How to Add Images in a GitHub README

GitHub uses Markdown (.md) syntax for rendering README files. You can add images using either relative paths, direct URLs, or base64 embedding.


✅ Markdown Syntax to Add an Image

![Alt Text](image-url-or-path)
  • Alt Text: Description of the image (shown if the image can’t load and improves accessibility).
  • image-url-or-path: This can be a relative path, full URL, or even a base64 image.

📁 Option 1: Add Image from Your Repository

Step 1: Add the image to your repository

Place the image in your project folder, e.g., images/screenshot.png.

Step 2: Use a relative path in your README

![App Screenshot](images/screenshot.png)

✅ Works well and keeps everything version-controlled.


🌐 Option 2: Use External Image URL

Use an image hosted elsewhere (e.g., Imgur, a CDN, or another website):

![Logo](https://example.com/logo.png)

⚠️ Make sure the link is permanent and publicly accessible.

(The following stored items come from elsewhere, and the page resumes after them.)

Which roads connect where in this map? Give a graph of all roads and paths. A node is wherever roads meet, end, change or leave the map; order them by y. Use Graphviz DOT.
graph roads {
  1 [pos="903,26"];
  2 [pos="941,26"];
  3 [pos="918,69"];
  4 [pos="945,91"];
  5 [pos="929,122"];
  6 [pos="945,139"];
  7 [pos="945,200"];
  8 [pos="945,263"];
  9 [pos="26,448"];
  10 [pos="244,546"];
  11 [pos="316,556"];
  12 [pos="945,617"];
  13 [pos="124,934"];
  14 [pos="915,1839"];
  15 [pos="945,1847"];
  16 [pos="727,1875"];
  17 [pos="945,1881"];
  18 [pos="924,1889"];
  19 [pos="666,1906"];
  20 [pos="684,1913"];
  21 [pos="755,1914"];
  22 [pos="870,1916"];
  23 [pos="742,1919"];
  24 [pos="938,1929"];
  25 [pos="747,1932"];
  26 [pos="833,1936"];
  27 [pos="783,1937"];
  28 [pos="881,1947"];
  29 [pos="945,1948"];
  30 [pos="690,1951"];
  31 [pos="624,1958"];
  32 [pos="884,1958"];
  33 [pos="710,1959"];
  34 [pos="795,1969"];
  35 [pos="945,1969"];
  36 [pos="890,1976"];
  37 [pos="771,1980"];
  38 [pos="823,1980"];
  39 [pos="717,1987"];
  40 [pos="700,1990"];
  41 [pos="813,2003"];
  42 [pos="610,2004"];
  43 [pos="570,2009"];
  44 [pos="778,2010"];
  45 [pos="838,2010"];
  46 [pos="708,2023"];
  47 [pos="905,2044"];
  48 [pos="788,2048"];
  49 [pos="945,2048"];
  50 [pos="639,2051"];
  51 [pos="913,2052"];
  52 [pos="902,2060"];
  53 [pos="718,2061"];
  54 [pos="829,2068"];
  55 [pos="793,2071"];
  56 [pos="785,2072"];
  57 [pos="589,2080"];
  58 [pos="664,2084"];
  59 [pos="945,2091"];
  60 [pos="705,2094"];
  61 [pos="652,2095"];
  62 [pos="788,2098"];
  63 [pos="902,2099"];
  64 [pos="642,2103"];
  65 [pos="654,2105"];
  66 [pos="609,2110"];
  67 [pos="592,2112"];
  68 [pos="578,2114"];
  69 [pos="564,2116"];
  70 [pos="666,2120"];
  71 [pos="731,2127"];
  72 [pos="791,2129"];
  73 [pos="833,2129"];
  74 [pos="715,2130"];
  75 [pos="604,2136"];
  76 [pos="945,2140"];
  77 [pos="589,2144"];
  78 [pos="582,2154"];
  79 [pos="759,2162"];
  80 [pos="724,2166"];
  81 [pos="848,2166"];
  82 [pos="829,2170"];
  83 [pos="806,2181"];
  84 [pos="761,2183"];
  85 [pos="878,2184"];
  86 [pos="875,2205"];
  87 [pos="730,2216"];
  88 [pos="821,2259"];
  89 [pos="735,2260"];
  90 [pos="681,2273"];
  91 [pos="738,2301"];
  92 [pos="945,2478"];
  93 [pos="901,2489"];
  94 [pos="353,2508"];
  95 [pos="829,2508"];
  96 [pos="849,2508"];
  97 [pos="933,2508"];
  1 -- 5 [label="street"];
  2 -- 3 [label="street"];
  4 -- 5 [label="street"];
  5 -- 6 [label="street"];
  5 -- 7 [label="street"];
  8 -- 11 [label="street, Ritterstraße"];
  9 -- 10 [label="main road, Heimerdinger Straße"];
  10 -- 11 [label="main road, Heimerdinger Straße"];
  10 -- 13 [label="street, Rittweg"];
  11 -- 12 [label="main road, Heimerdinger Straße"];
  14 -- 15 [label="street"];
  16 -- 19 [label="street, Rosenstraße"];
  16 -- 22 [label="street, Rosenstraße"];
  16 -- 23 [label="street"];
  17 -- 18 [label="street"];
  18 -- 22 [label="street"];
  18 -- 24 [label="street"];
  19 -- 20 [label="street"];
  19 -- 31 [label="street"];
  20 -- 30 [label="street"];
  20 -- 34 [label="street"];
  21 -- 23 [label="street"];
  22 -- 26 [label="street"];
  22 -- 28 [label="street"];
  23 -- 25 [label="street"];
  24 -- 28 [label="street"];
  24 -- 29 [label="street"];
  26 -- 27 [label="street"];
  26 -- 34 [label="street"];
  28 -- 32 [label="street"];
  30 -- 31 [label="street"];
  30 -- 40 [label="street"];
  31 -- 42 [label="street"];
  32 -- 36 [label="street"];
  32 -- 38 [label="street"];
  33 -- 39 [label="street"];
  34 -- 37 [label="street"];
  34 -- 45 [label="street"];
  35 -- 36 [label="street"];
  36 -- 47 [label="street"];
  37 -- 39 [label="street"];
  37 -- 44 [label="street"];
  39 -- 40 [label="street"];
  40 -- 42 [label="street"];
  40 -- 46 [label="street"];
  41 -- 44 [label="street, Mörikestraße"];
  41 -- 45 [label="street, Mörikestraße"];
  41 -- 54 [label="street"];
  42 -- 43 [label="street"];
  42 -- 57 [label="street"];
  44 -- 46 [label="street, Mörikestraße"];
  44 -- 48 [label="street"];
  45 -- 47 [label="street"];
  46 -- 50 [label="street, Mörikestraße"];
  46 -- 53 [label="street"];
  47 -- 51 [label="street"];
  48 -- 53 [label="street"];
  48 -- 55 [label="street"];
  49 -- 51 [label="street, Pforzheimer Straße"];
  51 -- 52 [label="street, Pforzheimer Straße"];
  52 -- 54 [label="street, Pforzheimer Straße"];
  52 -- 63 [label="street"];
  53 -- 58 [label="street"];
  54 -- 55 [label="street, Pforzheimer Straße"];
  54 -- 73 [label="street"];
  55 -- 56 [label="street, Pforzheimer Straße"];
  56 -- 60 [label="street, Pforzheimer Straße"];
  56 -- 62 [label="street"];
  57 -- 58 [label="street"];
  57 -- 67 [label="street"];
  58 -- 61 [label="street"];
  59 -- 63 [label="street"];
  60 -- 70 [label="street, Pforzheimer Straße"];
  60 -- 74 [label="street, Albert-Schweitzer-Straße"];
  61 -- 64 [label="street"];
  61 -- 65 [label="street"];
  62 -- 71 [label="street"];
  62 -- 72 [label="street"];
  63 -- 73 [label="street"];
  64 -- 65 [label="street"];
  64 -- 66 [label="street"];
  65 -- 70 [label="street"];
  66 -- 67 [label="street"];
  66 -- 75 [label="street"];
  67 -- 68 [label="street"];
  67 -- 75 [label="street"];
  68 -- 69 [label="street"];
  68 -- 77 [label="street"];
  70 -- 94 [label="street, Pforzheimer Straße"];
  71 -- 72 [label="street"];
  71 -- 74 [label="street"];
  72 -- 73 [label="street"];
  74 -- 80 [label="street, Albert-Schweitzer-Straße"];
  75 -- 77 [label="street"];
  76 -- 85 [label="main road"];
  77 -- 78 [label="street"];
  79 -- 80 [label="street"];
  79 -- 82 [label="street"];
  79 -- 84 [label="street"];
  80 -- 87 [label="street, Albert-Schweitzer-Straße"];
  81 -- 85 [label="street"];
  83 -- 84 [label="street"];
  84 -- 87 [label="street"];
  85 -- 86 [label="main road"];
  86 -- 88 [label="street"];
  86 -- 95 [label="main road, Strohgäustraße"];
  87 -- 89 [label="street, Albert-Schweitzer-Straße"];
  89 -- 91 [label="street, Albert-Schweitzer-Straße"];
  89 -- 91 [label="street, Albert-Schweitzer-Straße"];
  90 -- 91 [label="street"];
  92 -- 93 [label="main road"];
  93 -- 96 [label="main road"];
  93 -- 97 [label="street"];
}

📦 Option 3: Drag and Drop into GitHub UI

If you’re editing the README on GitHub.com:

  1. Click the README file > Edit (pencil icon)
  2. Drag and drop an image into the editor
  3. GitHub will auto-upload it and generate the Markdown for you
![Uploaded Image](https://user-images.githubusercontent.com/your-image-url.png)

🧠 Bonus: Resize Images with HTML (Optional)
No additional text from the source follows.